In the evaluation, we observe a potential correlation between the performance of the target ASR system (e.g., WER on LibriSpeech test-other) and the TR. To further analyze this correlation, we extend the set of 16 open-source ASRs to include Conformer-Transducer (XXL), Whisper (tiny), Whisper large-v2, and Whisper large-v3. Additionally, we categorize them into two groups: Whisper and Others. This categorization stems from the fact that Whisper is designed for multilingual recognition and has not undergone fine-tuning on the LibriSpeech dataset, unlike other open-source ASRs, which are tailored for English recognition tasks and include the LibriSpeech dataset as part of their training set.

The potential correlation is depicted in Figure 7, with Whisper and other open-source ASRs represented by different colors in the scatter plot. It is discernible that there exists a potential negative correlation between the performance of the target ASR system and the TR. For quantitative analysis, we employ the Pearson correlation coefficient (Cohen et al., 2009) and Spearman’s rank correlation coefficient (Spearman, 1987) to characterize this correlation. In statistics, the Pearson correlation coefficient measures the linear correlation between two sets of data, while Spearman’s rank correlation coefficient assesses the correlation of monotonic relationships. Their values range from -1 to 1, with closer proximity to 1 indicating a stronger positive correlation, closer to -1 indicating a stronger negative correlation, and closer to 0 suggesting a weaker correlation. The results are presented in Table 13. They reveal a significant negative correlation between the performance and the TR for both categories of open-source ASRs.

We also conduct an ablation study to evaluate the impact of acoustic feature loss. Evaluations are carried out on 10 target commands, and 16 open-source ASR systems. There are 4 instances of attack failure (4/160) when the acoustic feature loss is omitted from the loss function.
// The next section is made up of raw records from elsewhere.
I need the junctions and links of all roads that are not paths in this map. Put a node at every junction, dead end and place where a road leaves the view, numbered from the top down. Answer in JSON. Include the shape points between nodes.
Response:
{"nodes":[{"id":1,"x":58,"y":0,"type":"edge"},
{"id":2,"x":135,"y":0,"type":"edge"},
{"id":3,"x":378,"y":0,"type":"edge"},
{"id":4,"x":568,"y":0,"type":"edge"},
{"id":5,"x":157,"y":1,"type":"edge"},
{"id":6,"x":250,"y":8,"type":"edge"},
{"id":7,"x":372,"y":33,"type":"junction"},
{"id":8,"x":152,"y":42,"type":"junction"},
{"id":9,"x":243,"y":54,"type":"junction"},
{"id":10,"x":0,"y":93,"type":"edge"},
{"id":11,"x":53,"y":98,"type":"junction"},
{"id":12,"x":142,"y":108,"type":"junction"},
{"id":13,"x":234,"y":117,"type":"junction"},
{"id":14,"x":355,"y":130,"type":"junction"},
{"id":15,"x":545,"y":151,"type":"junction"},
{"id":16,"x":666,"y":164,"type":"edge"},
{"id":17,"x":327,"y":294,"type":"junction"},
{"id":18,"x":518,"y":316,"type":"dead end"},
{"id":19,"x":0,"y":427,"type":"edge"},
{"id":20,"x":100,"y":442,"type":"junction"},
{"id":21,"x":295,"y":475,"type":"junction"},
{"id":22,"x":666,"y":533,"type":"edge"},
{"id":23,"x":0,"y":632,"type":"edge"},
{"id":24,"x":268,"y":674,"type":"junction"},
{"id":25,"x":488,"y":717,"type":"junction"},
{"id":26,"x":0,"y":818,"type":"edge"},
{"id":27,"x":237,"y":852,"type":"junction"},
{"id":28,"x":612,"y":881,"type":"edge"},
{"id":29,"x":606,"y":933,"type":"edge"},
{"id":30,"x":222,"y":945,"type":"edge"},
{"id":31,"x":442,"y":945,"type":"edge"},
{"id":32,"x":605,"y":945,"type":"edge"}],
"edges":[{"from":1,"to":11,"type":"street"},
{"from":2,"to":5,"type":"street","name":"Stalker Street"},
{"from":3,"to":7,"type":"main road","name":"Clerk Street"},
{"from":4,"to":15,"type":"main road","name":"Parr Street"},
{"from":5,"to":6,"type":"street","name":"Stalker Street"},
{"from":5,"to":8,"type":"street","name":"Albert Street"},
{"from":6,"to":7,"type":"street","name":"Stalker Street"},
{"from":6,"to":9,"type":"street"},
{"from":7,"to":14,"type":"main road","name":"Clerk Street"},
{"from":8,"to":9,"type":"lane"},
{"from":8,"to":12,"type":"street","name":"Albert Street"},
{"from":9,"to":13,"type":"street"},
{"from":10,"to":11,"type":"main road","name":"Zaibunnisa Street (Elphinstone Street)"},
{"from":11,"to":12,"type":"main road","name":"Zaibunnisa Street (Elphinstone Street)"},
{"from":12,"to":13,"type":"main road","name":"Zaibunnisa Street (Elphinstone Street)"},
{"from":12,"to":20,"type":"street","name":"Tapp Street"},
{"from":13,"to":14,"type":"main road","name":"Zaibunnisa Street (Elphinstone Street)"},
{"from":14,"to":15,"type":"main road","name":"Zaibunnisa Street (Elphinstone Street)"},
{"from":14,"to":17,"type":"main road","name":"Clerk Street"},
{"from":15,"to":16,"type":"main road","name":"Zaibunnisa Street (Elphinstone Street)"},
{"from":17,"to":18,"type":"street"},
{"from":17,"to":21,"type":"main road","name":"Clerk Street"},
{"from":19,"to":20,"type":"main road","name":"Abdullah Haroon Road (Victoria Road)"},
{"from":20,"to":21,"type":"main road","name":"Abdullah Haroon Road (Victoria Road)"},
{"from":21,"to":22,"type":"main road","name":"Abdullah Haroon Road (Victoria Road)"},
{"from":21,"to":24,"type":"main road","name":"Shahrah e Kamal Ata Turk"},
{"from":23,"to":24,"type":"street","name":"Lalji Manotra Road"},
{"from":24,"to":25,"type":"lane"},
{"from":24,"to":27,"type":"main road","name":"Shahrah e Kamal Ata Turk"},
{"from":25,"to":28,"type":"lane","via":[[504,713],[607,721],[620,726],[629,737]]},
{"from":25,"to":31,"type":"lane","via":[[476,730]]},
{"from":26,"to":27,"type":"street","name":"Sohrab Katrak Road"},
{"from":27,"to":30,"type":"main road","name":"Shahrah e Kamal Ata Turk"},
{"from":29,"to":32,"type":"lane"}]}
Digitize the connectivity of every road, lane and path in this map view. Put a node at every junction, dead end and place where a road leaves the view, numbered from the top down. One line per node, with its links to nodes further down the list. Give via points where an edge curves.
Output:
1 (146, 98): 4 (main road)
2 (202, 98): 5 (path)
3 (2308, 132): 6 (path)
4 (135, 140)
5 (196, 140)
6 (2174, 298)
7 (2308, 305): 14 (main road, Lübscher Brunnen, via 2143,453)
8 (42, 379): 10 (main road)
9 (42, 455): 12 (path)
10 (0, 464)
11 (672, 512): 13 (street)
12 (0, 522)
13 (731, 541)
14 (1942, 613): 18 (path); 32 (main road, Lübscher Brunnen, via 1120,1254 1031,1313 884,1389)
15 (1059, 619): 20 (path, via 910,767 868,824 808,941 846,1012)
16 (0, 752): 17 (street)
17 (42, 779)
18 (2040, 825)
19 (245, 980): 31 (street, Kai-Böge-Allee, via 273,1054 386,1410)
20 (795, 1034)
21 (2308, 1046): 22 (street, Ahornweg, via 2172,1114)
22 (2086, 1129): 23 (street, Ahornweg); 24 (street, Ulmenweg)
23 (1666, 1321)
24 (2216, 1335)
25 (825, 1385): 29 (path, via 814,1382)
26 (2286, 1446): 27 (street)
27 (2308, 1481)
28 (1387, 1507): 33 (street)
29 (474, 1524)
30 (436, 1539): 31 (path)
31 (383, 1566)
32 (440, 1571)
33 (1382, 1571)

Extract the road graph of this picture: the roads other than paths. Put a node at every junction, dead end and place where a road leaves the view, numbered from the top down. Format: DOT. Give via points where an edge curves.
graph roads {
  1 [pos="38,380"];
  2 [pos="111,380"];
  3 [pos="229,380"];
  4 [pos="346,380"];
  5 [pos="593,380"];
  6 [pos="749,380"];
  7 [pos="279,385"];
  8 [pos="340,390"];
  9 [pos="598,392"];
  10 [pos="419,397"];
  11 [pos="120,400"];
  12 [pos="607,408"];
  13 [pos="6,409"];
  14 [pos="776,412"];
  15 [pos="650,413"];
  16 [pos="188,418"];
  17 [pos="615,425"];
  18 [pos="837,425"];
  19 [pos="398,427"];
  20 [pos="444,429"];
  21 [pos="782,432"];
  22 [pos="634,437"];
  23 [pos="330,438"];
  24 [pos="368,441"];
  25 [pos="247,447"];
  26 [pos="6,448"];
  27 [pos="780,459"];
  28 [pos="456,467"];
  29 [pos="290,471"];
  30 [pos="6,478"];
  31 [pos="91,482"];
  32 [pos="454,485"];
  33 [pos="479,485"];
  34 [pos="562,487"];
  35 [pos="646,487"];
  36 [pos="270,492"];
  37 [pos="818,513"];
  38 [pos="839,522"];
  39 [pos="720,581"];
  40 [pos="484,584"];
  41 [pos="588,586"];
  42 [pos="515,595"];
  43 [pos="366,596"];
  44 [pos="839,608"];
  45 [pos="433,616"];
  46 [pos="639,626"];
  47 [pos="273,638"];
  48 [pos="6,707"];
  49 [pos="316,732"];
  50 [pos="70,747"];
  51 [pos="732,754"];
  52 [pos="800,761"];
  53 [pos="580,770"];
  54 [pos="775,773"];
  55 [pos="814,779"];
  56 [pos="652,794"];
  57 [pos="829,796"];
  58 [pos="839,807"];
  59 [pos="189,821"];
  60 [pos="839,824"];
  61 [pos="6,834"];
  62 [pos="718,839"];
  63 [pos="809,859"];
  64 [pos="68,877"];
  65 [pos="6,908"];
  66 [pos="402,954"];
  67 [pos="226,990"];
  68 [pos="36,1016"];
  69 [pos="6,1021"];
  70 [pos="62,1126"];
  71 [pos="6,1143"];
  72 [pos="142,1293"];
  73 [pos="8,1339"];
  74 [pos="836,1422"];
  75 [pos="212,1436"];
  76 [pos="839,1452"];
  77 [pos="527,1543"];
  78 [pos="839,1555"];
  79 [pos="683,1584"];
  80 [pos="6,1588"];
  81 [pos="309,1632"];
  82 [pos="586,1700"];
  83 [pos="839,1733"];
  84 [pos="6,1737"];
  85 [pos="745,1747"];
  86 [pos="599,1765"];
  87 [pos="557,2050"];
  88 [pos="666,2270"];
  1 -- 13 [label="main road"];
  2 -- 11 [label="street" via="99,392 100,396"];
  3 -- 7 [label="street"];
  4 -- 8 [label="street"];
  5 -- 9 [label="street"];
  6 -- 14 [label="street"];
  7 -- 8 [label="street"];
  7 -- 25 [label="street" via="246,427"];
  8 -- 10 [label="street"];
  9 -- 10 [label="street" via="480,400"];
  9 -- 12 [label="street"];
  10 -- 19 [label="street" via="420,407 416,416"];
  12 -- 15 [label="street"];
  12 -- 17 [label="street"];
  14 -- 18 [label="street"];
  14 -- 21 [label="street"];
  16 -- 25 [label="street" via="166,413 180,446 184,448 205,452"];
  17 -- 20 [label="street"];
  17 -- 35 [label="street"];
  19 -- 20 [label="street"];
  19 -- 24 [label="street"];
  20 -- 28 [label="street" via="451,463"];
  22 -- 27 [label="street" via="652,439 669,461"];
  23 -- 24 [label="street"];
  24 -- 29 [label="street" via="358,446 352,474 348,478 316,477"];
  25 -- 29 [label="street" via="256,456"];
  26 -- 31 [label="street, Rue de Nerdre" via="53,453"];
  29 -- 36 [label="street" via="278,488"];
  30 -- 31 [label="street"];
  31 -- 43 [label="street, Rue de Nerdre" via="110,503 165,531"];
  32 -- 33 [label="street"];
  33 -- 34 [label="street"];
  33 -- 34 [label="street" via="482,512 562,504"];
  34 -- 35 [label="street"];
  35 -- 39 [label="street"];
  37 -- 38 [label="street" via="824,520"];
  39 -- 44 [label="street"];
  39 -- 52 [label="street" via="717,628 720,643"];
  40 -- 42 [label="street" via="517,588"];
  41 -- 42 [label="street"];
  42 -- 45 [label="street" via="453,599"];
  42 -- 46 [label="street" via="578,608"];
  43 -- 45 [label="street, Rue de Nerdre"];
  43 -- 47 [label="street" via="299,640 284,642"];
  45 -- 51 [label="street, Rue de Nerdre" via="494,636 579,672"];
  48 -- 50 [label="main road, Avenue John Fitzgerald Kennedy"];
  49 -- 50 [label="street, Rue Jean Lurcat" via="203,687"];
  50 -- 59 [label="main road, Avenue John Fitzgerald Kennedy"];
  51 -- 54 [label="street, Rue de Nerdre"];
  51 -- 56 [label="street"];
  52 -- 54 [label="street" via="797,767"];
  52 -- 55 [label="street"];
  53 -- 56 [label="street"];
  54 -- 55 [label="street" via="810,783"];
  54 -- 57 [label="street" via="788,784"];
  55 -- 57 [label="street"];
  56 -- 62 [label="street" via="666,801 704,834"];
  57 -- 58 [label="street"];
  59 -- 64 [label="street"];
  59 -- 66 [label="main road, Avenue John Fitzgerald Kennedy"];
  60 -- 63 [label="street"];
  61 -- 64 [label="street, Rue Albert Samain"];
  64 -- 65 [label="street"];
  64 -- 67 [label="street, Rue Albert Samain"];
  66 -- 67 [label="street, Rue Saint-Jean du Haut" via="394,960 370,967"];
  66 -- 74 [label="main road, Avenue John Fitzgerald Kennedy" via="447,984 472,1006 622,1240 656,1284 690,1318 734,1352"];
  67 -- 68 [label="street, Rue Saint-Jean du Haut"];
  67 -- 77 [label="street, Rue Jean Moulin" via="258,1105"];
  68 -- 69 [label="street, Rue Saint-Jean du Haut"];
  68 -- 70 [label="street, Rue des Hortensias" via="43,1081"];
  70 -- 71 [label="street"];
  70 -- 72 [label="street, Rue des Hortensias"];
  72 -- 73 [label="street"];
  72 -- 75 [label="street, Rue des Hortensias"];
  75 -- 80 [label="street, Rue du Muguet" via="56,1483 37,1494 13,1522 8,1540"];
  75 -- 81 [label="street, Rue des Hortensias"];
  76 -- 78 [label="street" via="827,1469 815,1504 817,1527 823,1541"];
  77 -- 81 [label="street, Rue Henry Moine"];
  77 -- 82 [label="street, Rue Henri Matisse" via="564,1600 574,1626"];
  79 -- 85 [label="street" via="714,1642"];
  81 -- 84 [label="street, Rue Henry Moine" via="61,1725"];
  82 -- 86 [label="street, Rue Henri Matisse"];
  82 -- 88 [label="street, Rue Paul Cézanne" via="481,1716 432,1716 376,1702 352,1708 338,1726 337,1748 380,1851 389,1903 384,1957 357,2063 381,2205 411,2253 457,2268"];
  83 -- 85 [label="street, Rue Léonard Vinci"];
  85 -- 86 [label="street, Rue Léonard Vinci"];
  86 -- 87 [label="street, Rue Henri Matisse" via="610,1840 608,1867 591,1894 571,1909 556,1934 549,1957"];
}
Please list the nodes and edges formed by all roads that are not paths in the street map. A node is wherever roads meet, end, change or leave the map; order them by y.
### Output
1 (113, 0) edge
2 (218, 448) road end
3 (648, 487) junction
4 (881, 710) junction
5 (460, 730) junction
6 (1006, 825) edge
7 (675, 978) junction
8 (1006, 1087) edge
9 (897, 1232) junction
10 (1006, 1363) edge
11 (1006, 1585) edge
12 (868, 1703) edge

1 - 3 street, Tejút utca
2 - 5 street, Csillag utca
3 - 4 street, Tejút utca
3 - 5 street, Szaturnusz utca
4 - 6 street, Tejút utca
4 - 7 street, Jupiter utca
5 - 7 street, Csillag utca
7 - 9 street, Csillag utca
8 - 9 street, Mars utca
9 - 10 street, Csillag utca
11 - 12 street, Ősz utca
Table 13. Correlation coefficient between ASR performance and TR.

Coefficient	Whisper	Others
Pearson Correlation	-0.933	-0.758
Spearman’s Rank Correlation	-0.607	-0.580

Appendix D Adaptive search algorithm

For a specific target command audio and carrier audio, we illustrate the values of scaling factor $\mu$ corresponding to different padding lengths in Figure 8. The starting position represents the length of the padding on the left side. As the adaptive search algorithm is related to the carrier audio, we present the waveform of the initialized adversarial examples for the same target command audio under different carrier audios in Figure 9. We can see that, for different carrier audios, the adaptive initialization algorithm finds distinct padding lengths on each side and scaling factors to initialize the adversarial perturbation.

Additionally, in our adaptive search algorithm, the obtained $\mu$ is a scalar. We also investigate treating $\mu$ as an optimizable variable. Adversarial examples initialized using these two search methods and optimized through the sequential ensemble optimization algorithm exhibit comparable stealthiness and effectiveness. However, treating $\mu$ as an optimizable variable results in greater time overhead. Therefore, we choose to search for $\mu$ as a scalar.